■ STORED DATA

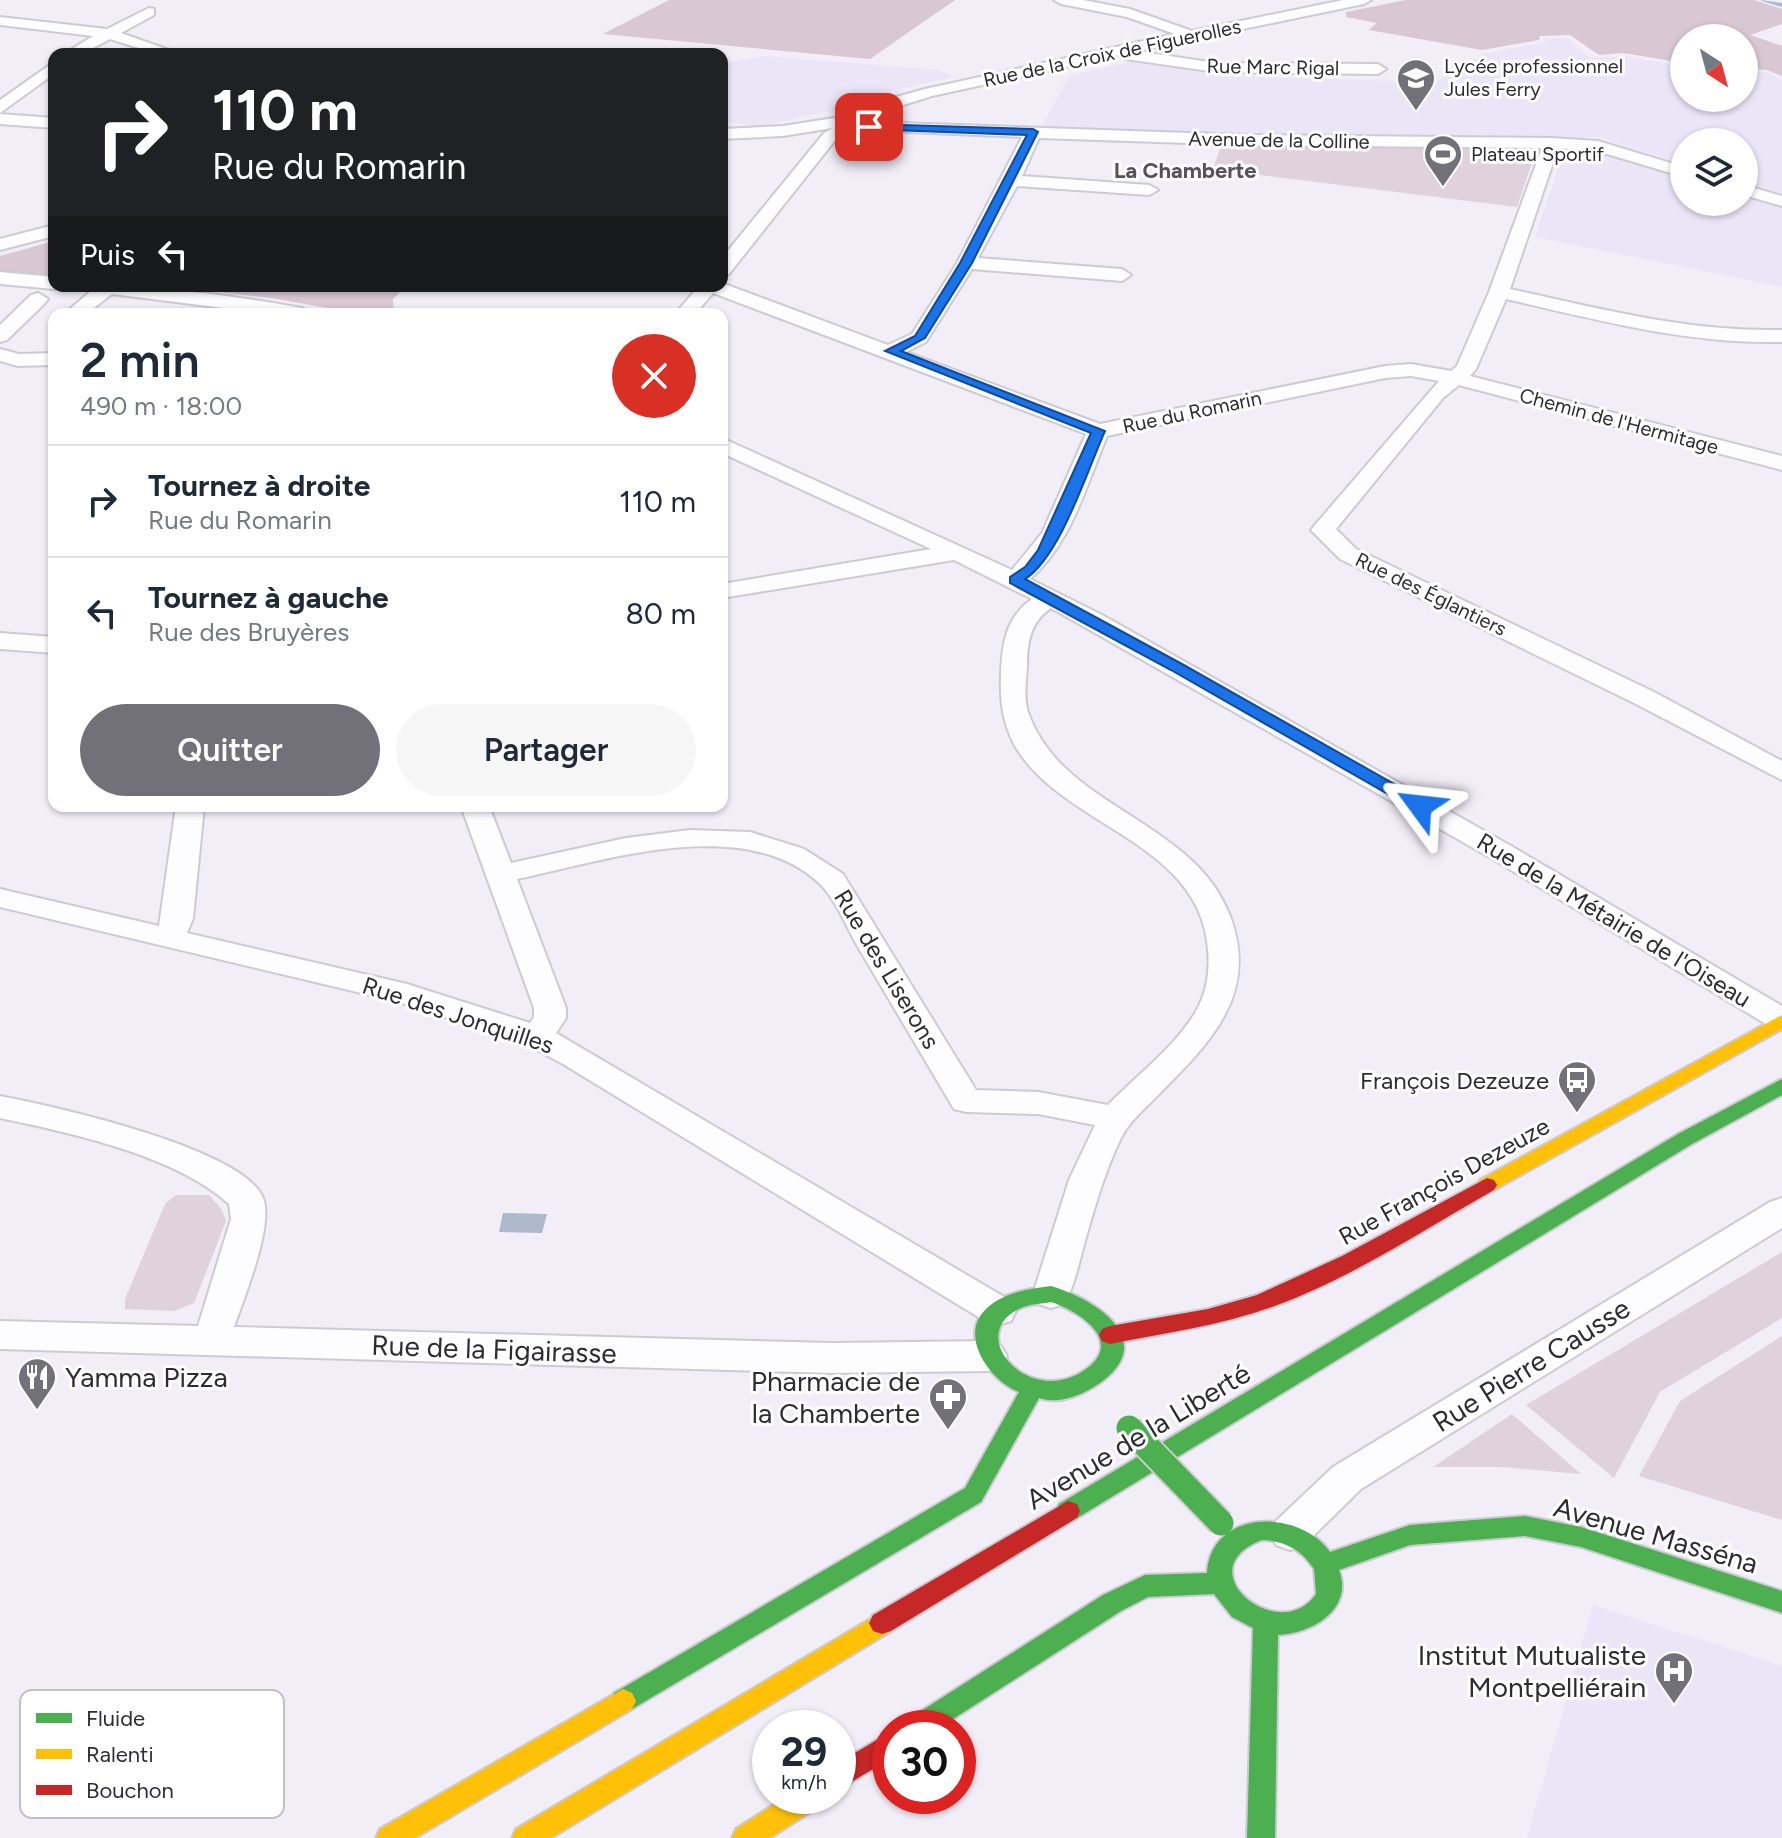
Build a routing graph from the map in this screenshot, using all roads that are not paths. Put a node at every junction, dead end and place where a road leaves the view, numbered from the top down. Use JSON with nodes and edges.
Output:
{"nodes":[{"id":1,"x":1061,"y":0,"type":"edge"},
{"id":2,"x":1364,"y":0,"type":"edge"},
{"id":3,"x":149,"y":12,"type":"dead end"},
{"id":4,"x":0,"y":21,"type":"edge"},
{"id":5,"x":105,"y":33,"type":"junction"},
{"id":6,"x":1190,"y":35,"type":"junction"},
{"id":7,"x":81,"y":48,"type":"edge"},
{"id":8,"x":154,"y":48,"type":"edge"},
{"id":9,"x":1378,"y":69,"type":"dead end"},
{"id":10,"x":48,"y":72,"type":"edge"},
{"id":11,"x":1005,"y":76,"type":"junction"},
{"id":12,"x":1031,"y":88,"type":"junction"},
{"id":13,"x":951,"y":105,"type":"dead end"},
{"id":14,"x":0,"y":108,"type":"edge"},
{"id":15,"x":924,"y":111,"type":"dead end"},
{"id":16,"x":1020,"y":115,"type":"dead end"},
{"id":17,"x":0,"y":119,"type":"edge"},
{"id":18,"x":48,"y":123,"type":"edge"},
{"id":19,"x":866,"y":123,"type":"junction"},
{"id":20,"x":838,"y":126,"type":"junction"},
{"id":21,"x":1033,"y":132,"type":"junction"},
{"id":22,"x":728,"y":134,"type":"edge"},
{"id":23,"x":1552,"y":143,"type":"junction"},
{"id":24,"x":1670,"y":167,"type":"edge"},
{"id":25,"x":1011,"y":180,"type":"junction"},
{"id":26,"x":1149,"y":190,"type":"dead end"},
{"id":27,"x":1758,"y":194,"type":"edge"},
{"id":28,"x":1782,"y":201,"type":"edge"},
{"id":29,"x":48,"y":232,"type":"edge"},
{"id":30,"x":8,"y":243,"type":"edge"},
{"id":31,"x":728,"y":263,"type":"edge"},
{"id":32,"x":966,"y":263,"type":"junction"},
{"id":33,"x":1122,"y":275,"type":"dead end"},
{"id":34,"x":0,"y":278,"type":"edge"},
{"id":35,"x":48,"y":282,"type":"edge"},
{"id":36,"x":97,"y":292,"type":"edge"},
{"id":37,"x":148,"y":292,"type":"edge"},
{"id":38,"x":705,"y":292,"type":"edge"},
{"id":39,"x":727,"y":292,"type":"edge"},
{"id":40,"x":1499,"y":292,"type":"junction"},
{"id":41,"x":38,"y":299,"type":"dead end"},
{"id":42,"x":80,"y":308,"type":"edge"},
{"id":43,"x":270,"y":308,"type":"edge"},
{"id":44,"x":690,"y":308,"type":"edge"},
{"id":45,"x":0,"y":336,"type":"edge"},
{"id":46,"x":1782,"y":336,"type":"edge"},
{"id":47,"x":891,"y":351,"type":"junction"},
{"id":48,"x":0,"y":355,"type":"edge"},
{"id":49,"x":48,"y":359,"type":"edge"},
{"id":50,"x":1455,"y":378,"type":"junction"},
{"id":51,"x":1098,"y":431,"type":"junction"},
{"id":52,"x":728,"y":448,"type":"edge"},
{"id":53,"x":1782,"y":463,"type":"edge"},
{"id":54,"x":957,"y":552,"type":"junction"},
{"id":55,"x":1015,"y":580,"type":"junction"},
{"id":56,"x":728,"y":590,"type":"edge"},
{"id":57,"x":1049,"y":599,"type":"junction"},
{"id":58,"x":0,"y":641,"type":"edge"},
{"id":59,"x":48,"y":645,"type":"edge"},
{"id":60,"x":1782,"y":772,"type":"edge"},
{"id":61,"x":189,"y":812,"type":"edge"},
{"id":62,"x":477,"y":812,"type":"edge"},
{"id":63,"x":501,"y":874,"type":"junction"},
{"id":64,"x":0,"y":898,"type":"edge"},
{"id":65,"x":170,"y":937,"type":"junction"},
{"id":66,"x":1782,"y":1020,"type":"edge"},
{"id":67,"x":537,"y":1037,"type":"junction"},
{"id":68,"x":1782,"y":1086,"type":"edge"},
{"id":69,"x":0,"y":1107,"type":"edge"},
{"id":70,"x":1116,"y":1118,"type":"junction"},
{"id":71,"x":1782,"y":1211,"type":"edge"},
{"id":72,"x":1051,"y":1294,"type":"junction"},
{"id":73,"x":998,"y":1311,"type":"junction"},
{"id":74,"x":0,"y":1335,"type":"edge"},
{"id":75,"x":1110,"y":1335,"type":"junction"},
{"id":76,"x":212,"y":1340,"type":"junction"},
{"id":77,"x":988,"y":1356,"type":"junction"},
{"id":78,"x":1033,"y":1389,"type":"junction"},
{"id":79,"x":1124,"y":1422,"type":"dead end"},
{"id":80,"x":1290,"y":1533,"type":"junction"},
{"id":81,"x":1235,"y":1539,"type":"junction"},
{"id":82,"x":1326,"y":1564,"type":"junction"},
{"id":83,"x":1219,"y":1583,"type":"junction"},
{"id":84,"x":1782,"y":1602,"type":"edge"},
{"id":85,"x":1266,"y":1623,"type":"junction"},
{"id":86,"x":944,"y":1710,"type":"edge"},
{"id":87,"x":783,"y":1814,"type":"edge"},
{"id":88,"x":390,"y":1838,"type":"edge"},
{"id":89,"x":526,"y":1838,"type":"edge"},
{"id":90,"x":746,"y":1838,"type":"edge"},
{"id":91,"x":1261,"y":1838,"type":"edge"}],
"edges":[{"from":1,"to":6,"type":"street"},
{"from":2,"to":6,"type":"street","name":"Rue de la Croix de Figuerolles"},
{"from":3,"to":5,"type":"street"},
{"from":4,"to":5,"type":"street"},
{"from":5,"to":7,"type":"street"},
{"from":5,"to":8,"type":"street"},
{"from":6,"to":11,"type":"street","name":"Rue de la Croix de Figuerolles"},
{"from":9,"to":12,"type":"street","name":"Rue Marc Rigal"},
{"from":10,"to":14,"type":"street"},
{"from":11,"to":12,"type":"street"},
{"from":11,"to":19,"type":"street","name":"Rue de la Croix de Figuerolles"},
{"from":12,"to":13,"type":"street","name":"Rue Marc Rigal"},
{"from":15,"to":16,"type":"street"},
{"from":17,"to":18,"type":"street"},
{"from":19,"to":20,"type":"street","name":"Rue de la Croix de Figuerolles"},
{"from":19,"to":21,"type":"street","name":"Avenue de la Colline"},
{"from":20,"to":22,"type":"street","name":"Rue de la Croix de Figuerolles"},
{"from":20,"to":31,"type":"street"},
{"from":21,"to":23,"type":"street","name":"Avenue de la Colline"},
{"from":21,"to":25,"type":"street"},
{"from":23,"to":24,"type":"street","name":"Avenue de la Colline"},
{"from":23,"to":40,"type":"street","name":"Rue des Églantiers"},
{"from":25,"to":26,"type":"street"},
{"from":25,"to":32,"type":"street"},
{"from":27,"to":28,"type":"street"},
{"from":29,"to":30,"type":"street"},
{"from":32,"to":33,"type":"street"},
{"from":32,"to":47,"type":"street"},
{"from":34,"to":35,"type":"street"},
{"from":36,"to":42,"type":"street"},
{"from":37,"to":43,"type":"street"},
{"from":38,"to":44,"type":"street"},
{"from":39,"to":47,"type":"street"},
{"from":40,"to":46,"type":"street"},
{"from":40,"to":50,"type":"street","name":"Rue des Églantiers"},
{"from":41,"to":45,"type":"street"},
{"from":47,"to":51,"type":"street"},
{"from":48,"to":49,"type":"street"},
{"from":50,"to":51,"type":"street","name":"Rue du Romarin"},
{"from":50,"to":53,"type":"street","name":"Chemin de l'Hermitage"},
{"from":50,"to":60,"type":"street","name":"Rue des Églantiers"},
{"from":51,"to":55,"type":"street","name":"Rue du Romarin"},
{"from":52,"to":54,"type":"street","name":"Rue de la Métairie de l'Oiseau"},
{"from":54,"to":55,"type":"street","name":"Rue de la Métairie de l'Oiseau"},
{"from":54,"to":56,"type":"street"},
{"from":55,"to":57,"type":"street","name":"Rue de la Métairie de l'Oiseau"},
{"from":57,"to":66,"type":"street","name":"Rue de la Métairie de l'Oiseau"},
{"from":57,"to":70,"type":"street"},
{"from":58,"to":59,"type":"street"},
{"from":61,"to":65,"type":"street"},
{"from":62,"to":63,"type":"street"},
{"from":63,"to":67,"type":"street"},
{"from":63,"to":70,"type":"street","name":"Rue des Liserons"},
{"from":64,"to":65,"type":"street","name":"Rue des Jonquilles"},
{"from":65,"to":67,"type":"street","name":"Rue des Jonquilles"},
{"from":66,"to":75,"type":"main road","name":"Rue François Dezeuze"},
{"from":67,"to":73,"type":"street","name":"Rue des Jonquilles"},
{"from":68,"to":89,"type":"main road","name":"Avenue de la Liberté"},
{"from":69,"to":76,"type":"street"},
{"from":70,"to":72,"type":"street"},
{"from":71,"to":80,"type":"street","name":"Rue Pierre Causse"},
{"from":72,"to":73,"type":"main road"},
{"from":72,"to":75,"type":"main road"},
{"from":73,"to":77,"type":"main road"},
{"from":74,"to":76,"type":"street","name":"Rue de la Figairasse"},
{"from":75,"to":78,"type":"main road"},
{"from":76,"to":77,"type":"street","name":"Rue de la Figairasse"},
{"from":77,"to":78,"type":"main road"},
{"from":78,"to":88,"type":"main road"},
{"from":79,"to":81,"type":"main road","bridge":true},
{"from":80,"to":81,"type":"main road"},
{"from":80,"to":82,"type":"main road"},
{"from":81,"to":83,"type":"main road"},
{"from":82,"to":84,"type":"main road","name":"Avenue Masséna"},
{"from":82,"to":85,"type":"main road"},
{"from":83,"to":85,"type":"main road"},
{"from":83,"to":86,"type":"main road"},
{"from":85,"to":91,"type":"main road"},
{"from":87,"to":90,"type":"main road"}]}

■ EXERCISE BRIEF
If a line in the material holds "Jonquilles", copy it.

■ EXERCISE SOLUTION
{"from":64,"to":65,"type":"street","name":"Rue des Jonquilles"},
{"from":65,"to":67,"type":"street","name":"Rue des Jonquilles"},
{"from":67,"to":73,"type":"street","name":"Rue des Jonquilles"},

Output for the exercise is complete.